Our main recommendation was that the GPhC should not make any changes as a result of this consultation. It should consider the responses to this consultation and put forward a more detailed consultation at a later date to allow better informed responses.
Other recommendations to the GPhC included:
- Revisions to the learning outcomes and the selection and admissions process
- The need to include an indicative syllabus
- Retain important regulatory requirements that underpin patient safety, such as the requirement for the pre-reg tutor to have worked as a registered pharmacist for at least three years in the UK in the sector of practice in which they plan to work as a tutor
- Ensure the standards do not allow pharmacy technicians to act as “supervisors” to pharmacists, to avoid diminishing the quality of pharmacists’ education and training
- The terms “designated learning in practice supervisor” and “supervisor” have different meanings in these proposals, and this could be misleading or confusing. The GPhC should only have one person acting as a tutor (or “designated learning in practice supervisor”) to a pre-reg and that person alone should be considered to be the pre-reg tutor / supervisor
- Specify which standards and criteria would apply to the university and which would apply to the employing organisation, and enforce them robustly
- Make it clear that pharmacy students will have employed status with accompanying employment rights during their pre-reg training period
- Clarify funding arrangements so that pharmacy students don’t have to pay for five years of tuition fees and do not lose a year of earning potential as a pre-reg, and ensure that employers and universities are appropriately reimbursed for the work they undertake
- If the UK healthcare system needs more pharmacists, that should be achieved by making the profession more attractive to work in. It is not the GPhC’s role to “widen opportunity of access to university and healthcare professions”. The GPhC must not passively accept or actively promote a reduction in standards of entry in to university; this would lead to the diminution of professional standards and reduced patient safety.
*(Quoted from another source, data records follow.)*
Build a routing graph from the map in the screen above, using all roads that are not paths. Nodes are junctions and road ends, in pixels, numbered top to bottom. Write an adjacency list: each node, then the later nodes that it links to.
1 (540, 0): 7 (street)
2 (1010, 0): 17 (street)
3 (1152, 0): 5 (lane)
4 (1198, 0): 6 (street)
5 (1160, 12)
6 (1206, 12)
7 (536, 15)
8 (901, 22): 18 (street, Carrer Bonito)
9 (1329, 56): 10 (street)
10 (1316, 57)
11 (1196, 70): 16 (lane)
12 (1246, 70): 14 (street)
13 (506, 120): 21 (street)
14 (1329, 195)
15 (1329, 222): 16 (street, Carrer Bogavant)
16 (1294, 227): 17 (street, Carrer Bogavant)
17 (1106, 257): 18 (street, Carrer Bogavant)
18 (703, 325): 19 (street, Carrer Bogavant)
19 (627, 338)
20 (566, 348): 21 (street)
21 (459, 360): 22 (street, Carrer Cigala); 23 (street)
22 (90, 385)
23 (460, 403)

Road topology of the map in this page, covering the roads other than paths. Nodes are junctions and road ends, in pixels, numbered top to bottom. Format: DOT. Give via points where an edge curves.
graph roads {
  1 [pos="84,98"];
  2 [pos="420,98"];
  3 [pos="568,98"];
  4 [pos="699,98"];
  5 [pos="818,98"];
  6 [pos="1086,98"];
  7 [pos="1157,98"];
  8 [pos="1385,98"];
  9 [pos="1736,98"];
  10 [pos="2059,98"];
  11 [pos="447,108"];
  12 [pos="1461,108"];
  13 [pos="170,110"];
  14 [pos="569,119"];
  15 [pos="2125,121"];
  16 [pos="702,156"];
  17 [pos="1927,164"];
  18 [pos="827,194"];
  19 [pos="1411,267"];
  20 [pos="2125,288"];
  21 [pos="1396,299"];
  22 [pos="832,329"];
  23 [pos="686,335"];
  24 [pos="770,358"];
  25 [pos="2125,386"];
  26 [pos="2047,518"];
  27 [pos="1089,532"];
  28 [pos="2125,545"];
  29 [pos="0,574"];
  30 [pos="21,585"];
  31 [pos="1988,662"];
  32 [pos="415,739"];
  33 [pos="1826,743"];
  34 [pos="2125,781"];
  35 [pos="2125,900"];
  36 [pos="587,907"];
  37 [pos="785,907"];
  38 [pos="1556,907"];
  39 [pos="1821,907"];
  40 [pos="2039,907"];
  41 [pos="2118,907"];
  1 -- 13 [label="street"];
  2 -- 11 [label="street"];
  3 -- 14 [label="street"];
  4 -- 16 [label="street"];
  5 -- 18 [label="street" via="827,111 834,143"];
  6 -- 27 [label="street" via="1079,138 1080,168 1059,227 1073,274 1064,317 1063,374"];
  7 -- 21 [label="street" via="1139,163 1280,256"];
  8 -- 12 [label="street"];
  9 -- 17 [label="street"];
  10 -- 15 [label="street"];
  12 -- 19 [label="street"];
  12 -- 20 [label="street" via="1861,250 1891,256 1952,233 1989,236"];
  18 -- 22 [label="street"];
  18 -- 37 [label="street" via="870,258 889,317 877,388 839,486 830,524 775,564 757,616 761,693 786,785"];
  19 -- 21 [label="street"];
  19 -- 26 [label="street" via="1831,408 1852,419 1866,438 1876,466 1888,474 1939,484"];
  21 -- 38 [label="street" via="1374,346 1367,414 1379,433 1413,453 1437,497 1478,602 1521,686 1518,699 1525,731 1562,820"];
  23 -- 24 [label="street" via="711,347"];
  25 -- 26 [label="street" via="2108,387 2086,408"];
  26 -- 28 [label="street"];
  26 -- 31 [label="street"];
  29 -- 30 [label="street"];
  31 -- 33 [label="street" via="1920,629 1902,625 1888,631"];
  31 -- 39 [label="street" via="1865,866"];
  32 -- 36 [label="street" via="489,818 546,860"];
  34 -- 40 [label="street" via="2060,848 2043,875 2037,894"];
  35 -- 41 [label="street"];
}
- The GPhC should set minimum academic entry requirements to be attained of specific grades at A-Level as a minimum (or equivalents according to the National Qualifications Framework). This should be evidence-based, considering the standards that need to be maintained in the profession, and enforced rigorously. We highlighted that in 2016/17, 25 out of 33 universities required ABB or better but 39% of new intake students were accepted on to courses having not attained the required A-level/Highers Grades.
- Progress assessment meetings must still require sign-off by the pre-reg tutor, who must be a pharmacist. The GPhC must not allow non-pharmacists to conduct these meetings. The current proposals state that the meetings may be conducted by “delegates”.